**Requirement**
If a line holds an image, leave the image out; write out everything else in the records exactly.

** Data follows **

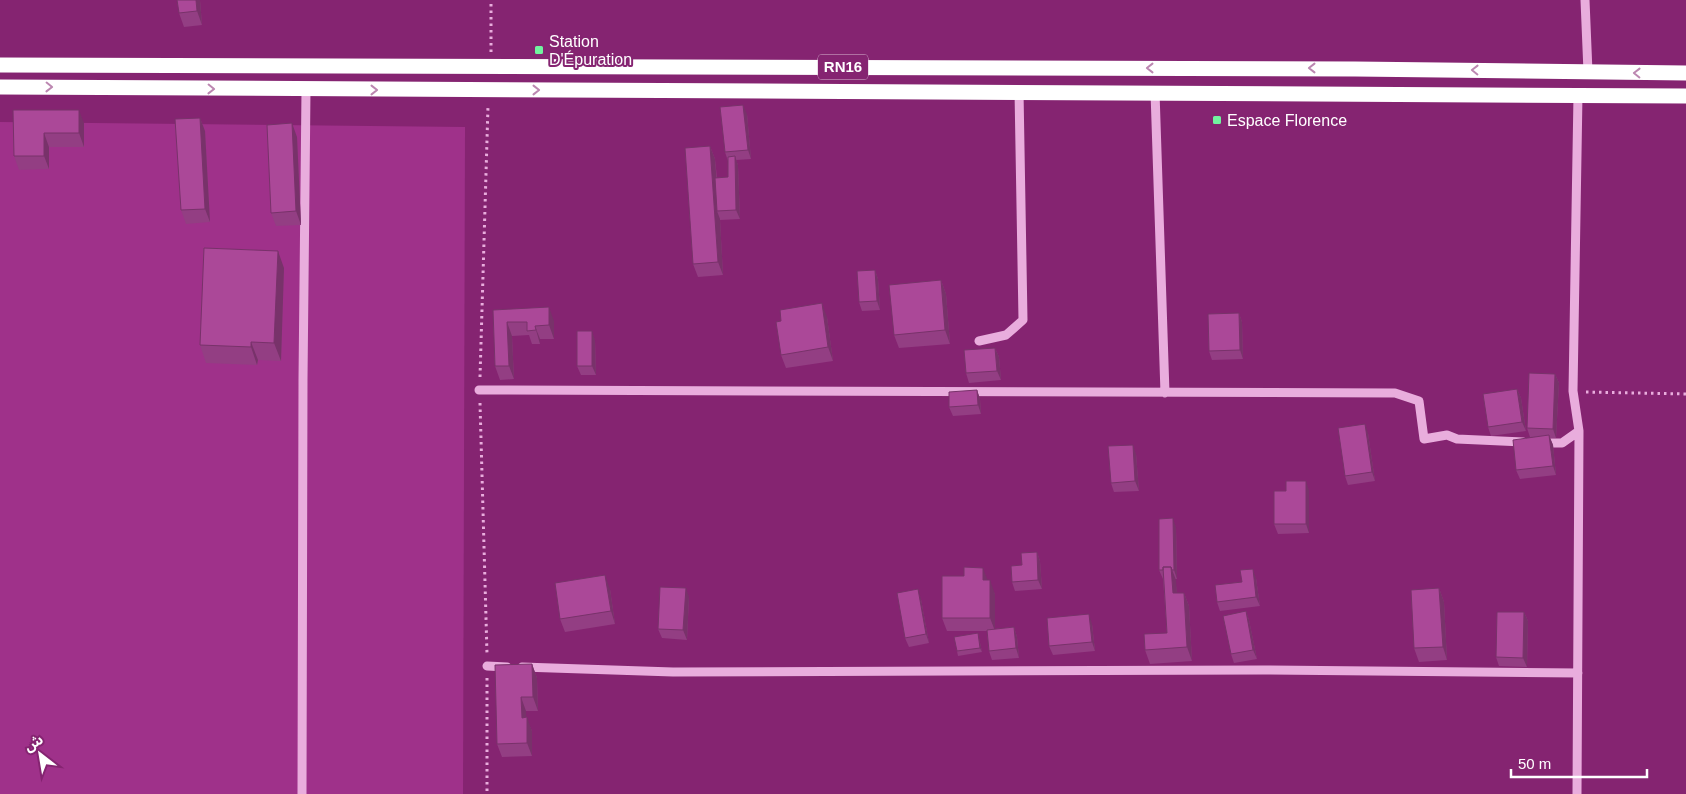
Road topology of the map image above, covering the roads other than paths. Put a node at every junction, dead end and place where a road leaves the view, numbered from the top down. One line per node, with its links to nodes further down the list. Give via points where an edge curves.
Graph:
1 (1585, 0): 3 (street)
2 (0, 65): 3 (highway, RN16, one-way to 2, via 1316,68)
3 (1588, 72): 4 (highway, RN16, one-way to 3)
4 (1686, 73)
5 (0, 87): 6 (highway, RN16, one-way to 6)
6 (306, 90): 7 (highway, RN16, one-way to 7); 17 (street)
7 (1019, 91): 8 (highway, RN16); 11 (street, via 1023,320 1006,336)
8 (1155, 92): 9 (highway, RN16); 13 (street)
9 (1578, 95): 10 (highway, RN16); 14 (street, via 1573,391)
10 (1686, 96)
11 (979, 341)
12 (479, 390): 13 (street)
13 (1165, 393): 14 (street, via 1395,393 1419,401 1424,439 1447,435 1457,439 1562,444)
14 (1579, 431): 16 (street)
15 (487, 666): 16 (street, via 673,672 1262,670)
16 (1578, 673): 18 (street)
17 (302, 794)
18 (1577, 794)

** End of Data **

**Written solution**
Road topology of the map image above, covering the roads other than paths. Put a node at every junction, dead end and place where a road leaves the view, numbered from the top down. One line per node, with its links to nodes further down the list. Give via points where an edge curves.
Graph:
1 (1585, 0): 3 (street)
2 (0, 65): 3 (highway, RN16, one-way to 2, via 1316,68)
3 (1588, 72): 4 (highway, RN16, one-way to 3)
4 (1686, 73)
5 (0, 87): 6 (highway, RN16, one-way to 6)
6 (306, 90): 7 (highway, RN16, one-way to 7); 17 (street)
7 (1019, 91): 8 (highway, RN16); 11 (street, via 1023,320 1006,336)
8 (1155, 92): 9 (highway, RN16); 13 (street)
9 (1578, 95): 10 (highway, RN16); 14 (street, via 1573,391)
10 (1686, 96)
11 (979, 341)
12 (479, 390): 13 (street)
13 (1165, 393): 14 (street, via 1395,393 1419,401 1424,439 1447,435 1457,439 1562,444)
14 (1579, 431): 16 (street)
15 (487, 666): 16 (street, via 673,672 1262,670)
16 (1578, 673): 18 (street)
17 (302, 794)
18 (1577, 794)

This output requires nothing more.